Required work: Go through the records and restate them word for word, omitting images.

■ ■ ■ ■ ■ ■ ■

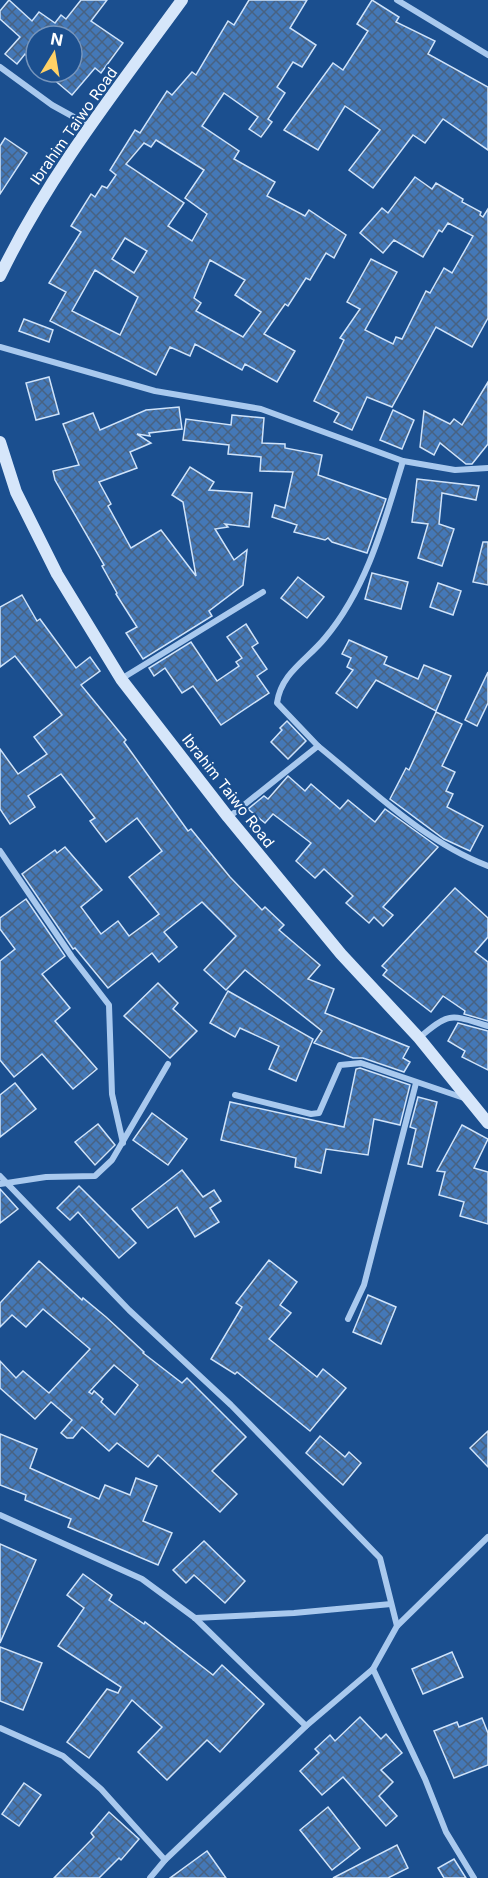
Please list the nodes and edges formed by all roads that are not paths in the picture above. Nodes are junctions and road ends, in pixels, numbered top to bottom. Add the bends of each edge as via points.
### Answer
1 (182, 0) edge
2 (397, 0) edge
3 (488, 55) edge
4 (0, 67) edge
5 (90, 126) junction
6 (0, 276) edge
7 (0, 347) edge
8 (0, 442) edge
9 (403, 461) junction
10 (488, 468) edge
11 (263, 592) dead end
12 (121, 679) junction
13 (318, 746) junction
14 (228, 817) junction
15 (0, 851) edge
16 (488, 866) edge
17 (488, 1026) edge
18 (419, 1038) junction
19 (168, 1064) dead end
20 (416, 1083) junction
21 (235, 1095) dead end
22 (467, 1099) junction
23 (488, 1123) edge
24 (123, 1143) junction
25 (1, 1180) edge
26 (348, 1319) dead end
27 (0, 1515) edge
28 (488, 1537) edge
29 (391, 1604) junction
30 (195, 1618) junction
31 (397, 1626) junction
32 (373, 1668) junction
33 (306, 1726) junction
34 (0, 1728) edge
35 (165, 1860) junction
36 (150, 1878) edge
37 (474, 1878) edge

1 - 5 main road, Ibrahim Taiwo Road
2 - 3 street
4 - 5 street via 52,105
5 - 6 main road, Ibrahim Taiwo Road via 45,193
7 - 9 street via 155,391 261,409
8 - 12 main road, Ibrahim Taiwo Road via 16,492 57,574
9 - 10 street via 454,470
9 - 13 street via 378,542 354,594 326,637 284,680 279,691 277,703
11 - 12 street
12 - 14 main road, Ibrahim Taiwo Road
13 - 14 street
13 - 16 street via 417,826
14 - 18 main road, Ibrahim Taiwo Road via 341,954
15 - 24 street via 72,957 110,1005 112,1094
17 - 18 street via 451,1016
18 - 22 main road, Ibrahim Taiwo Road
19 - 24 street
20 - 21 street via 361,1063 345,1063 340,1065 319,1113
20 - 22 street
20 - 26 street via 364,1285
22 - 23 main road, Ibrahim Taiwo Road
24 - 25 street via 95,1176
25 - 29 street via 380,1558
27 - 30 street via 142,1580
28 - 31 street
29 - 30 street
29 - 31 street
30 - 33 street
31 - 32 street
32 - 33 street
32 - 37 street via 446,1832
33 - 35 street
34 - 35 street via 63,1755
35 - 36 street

■ ■ ■ ■ ■ ■ ■

Output for this task:
Please list the nodes and edges formed by all roads that are not paths in the picture above. Nodes are junctions and road ends, in pixels, numbered top to bottom. Add the bends of each edge as via points.
### Answer
1 (182, 0) edge
2 (397, 0) edge
3 (488, 55) edge
4 (0, 67) edge
5 (90, 126) junction
6 (0, 276) edge
7 (0, 347) edge
8 (0, 442) edge
9 (403, 461) junction
10 (488, 468) edge
11 (263, 592) dead end
12 (121, 679) junction
13 (318, 746) junction
14 (228, 817) junction
15 (0, 851) edge
16 (488, 866) edge
17 (488, 1026) edge
18 (419, 1038) junction
19 (168, 1064) dead end
20 (416, 1083) junction
21 (235, 1095) dead end
22 (467, 1099) junction
23 (488, 1123) edge
24 (123, 1143) junction
25 (1, 1180) edge
26 (348, 1319) dead end
27 (0, 1515) edge
28 (488, 1537) edge
29 (391, 1604) junction
30 (195, 1618) junction
31 (397, 1626) junction
32 (373, 1668) junction
33 (306, 1726) junction
34 (0, 1728) edge
35 (165, 1860) junction
36 (150, 1878) edge
37 (474, 1878) edge

1 - 5 main road, Ibrahim Taiwo Road
2 - 3 street
4 - 5 street via 52,105
5 - 6 main road, Ibrahim Taiwo Road via 45,193
7 - 9 street via 155,391 261,409
8 - 12 main road, Ibrahim Taiwo Road via 16,492 57,574
9 - 10 street via 454,470
9 - 13 street via 378,542 354,594 326,637 284,680 279,691 277,703
11 - 12 street
12 - 14 main road, Ibrahim Taiwo Road
13 - 14 street
13 - 16 street via 417,826
14 - 18 main road, Ibrahim Taiwo Road via 341,954
15 - 24 street via 72,957 110,1005 112,1094
17 - 18 street via 451,1016
18 - 22 main road, Ibrahim Taiwo Road
19 - 24 street
20 - 21 street via 361,1063 345,1063 340,1065 319,1113
20 - 22 street
20 - 26 street via 364,1285
22 - 23 main road, Ibrahim Taiwo Road
24 - 25 street via 95,1176
25 - 29 street via 380,1558
27 - 30 street via 142,1580
28 - 31 street
29 - 30 street
29 - 31 street
30 - 33 street
31 - 32 street
32 - 33 street
32 - 37 street via 446,1832
33 - 35 street
34 - 35 street via 63,1755
35 - 36 street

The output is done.